### Task brief
In your copy, leave out the pictures; write out all the data exactly.

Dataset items

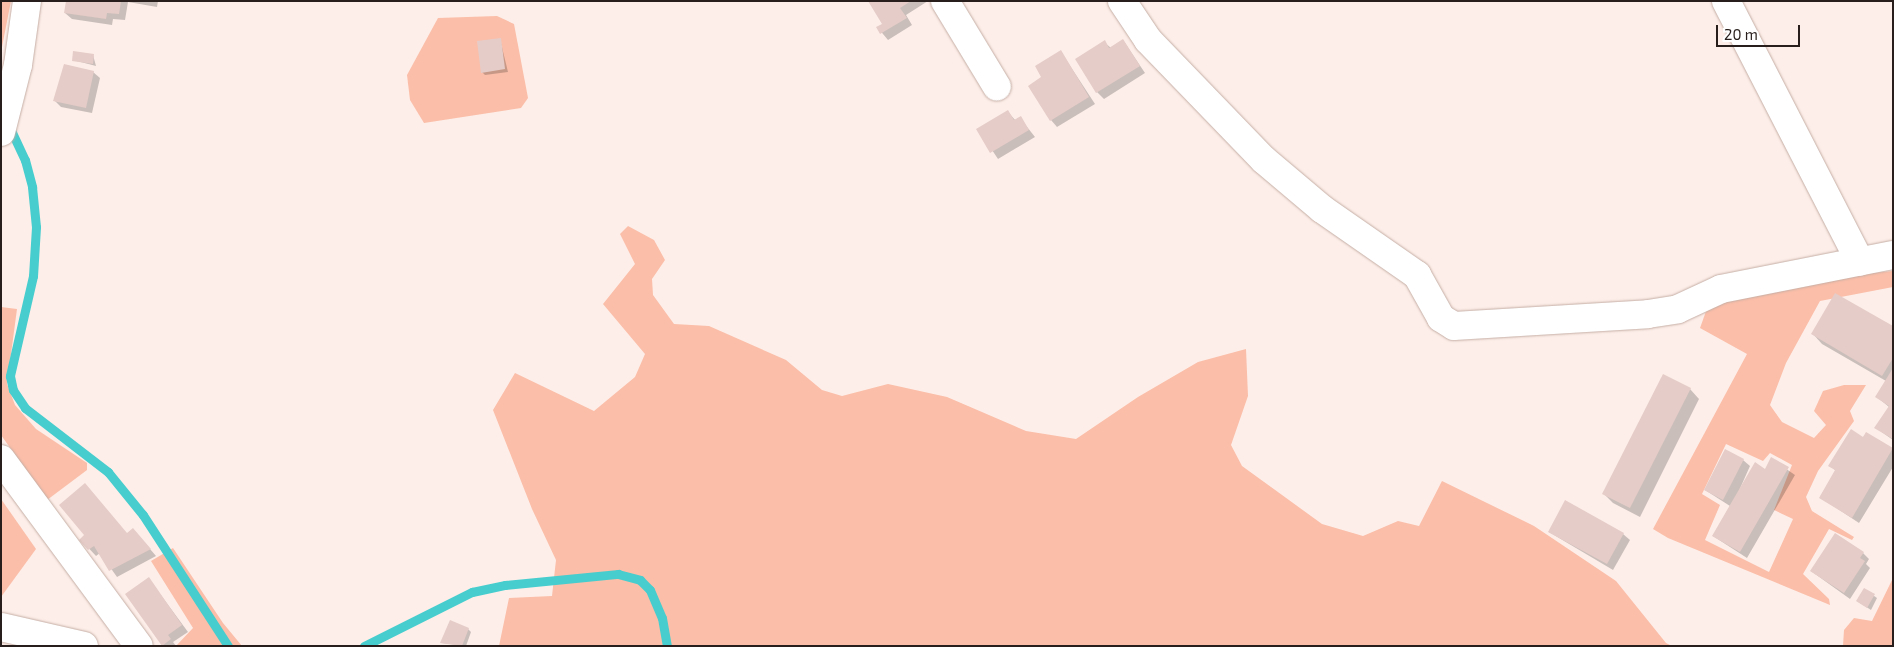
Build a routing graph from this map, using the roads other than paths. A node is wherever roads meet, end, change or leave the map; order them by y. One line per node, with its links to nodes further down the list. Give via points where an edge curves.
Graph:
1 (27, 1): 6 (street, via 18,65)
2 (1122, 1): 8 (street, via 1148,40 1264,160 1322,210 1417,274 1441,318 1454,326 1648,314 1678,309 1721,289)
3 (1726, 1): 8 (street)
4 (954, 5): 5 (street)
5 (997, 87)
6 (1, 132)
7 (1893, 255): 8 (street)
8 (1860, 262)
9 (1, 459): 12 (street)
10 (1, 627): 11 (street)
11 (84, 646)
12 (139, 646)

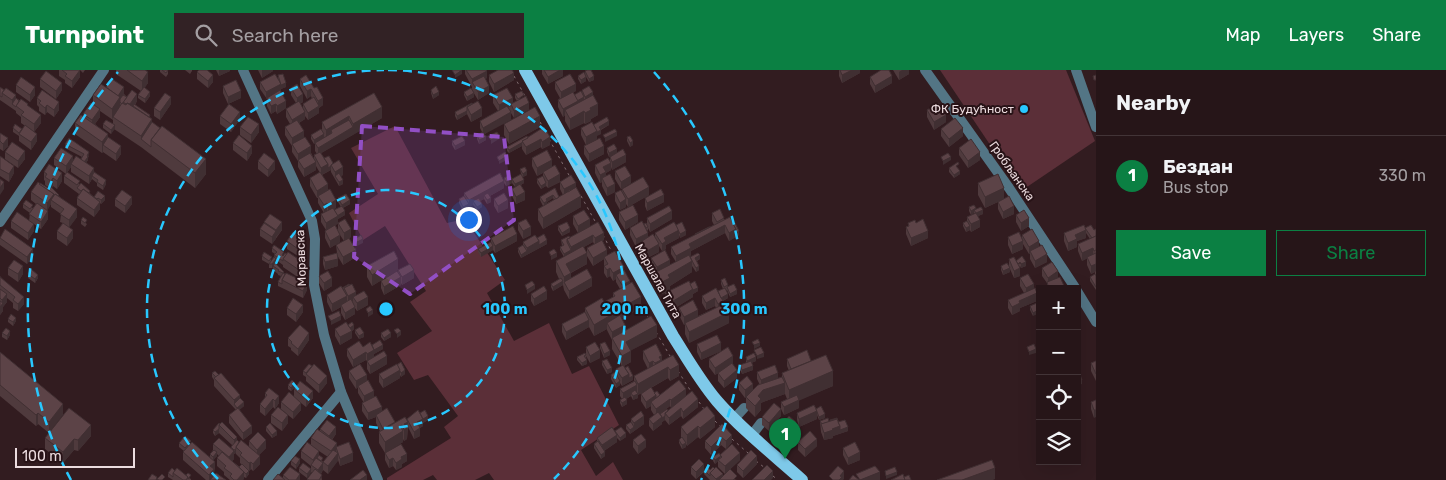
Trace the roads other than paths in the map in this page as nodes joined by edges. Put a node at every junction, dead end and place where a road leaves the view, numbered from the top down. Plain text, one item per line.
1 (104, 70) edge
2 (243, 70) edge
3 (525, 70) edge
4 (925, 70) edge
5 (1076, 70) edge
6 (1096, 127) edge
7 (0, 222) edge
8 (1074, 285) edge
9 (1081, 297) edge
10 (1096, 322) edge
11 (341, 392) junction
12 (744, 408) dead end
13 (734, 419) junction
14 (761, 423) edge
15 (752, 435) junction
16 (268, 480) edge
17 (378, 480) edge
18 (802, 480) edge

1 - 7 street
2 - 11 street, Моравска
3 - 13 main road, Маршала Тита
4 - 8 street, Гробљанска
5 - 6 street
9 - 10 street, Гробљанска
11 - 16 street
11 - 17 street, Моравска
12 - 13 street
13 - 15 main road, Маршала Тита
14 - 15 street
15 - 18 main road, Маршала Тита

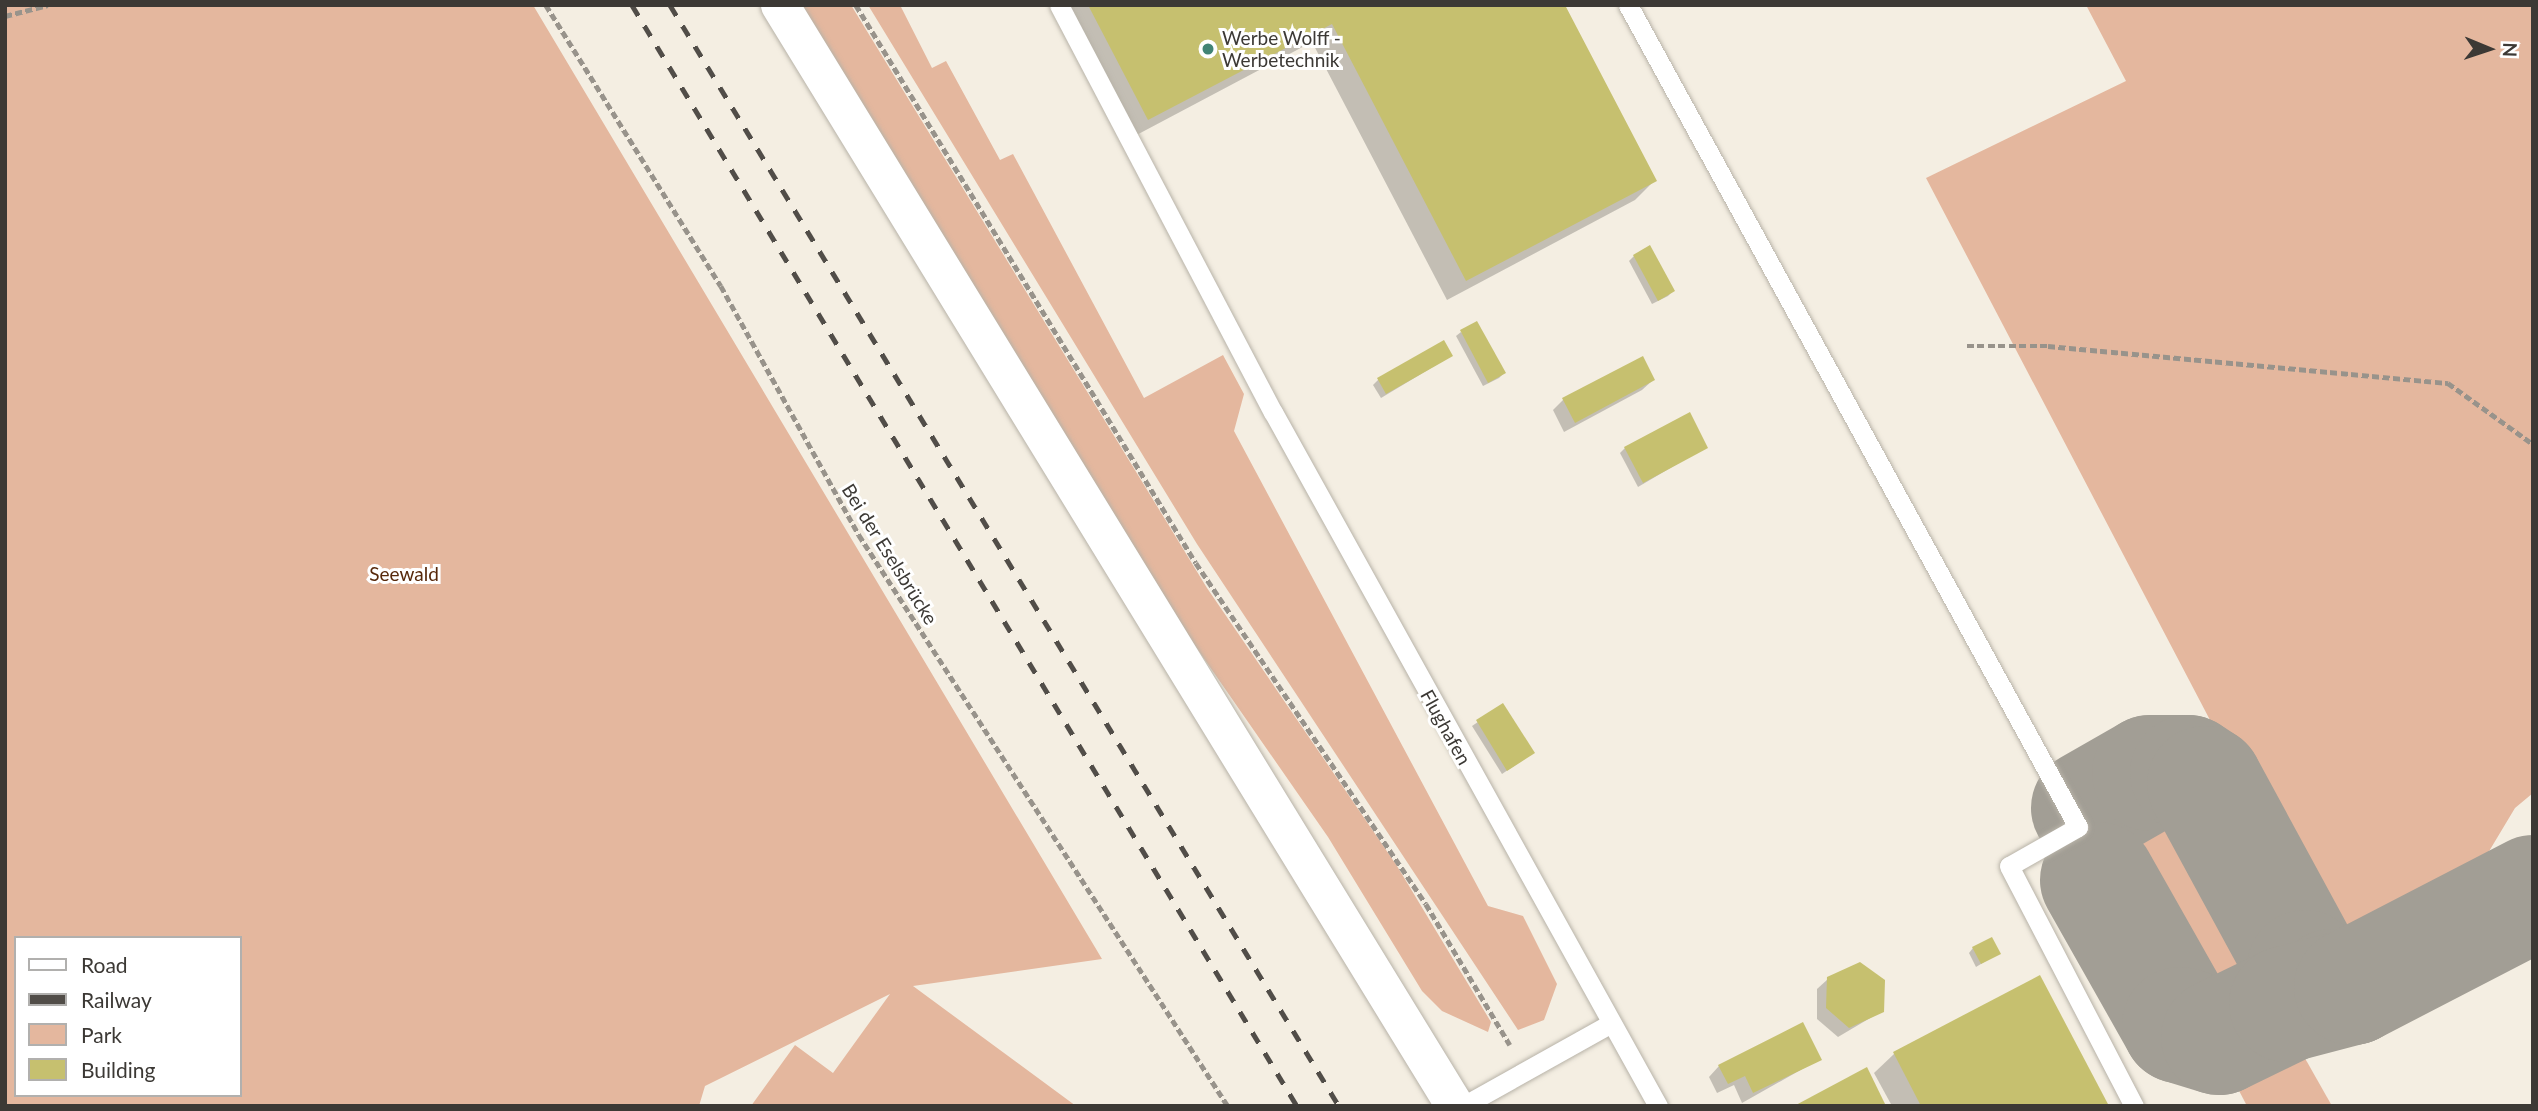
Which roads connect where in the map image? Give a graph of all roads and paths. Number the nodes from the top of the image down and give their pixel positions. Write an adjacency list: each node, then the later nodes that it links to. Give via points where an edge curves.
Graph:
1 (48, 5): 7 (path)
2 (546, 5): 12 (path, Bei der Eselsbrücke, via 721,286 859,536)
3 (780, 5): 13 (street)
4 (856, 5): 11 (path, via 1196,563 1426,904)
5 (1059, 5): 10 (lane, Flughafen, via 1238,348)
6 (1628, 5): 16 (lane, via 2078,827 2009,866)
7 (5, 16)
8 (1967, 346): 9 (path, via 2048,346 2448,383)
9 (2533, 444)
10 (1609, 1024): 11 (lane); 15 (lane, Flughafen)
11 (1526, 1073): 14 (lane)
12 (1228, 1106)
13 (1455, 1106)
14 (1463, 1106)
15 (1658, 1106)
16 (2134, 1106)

### The answer
Build a routing graph from this map, using the roads other than paths. A node is wherever roads meet, end, change or leave the map; order them by y. One line per node, with its links to nodes further down the list. Give via points where an edge curves.
Graph:
1 (27, 1): 6 (street, via 18,65)
2 (1122, 1): 8 (street, via 1148,40 1264,160 1322,210 1417,274 1441,318 1454,326 1648,314 1678,309 1721,289)
3 (1726, 1): 8 (street)
4 (954, 5): 5 (street)
5 (997, 87)
6 (1, 132)
7 (1893, 255): 8 (street)
8 (1860, 262)
9 (1, 459): 12 (street)
10 (1, 627): 11 (street)
11 (84, 646)
12 (139, 646)

Trace the roads other than paths in the map in this page as nodes joined by edges. Put a node at every junction, dead end and place where a road leaves the view, numbered from the top down. Plain text, one item per line.
1 (104, 70) edge
2 (243, 70) edge
3 (525, 70) edge
4 (925, 70) edge
5 (1076, 70) edge
6 (1096, 127) edge
7 (0, 222) edge
8 (1074, 285) edge
9 (1081, 297) edge
10 (1096, 322) edge
11 (341, 392) junction
12 (744, 408) dead end
13 (734, 419) junction
14 (761, 423) edge
15 (752, 435) junction
16 (268, 480) edge
17 (378, 480) edge
18 (802, 480) edge

1 - 7 street
2 - 11 street, Моравска
3 - 13 main road, Маршала Тита
4 - 8 street, Гробљанска
5 - 6 street
9 - 10 street, Гробљанска
11 - 16 street
11 - 17 street, Моравска
12 - 13 street
13 - 15 main road, Маршала Тита
14 - 15 street
15 - 18 main road, Маршала Тита

Which roads connect where in the map image? Give a graph of all roads and paths. Number the nodes from the top of the image down and give their pixel positions. Write an adjacency list: each node, then the later nodes that it links to. Give via points where an edge curves.
Graph:
1 (48, 5): 7 (path)
2 (546, 5): 12 (path, Bei der Eselsbrücke, via 721,286 859,536)
3 (780, 5): 13 (street)
4 (856, 5): 11 (path, via 1196,563 1426,904)
5 (1059, 5): 10 (lane, Flughafen, via 1238,348)
6 (1628, 5): 16 (lane, via 2078,827 2009,866)
7 (5, 16)
8 (1967, 346): 9 (path, via 2048,346 2448,383)
9 (2533, 444)
10 (1609, 1024): 11 (lane); 15 (lane, Flughafen)
11 (1526, 1073): 14 (lane)
12 (1228, 1106)
13 (1455, 1106)
14 (1463, 1106)
15 (1658, 1106)
16 (2134, 1106)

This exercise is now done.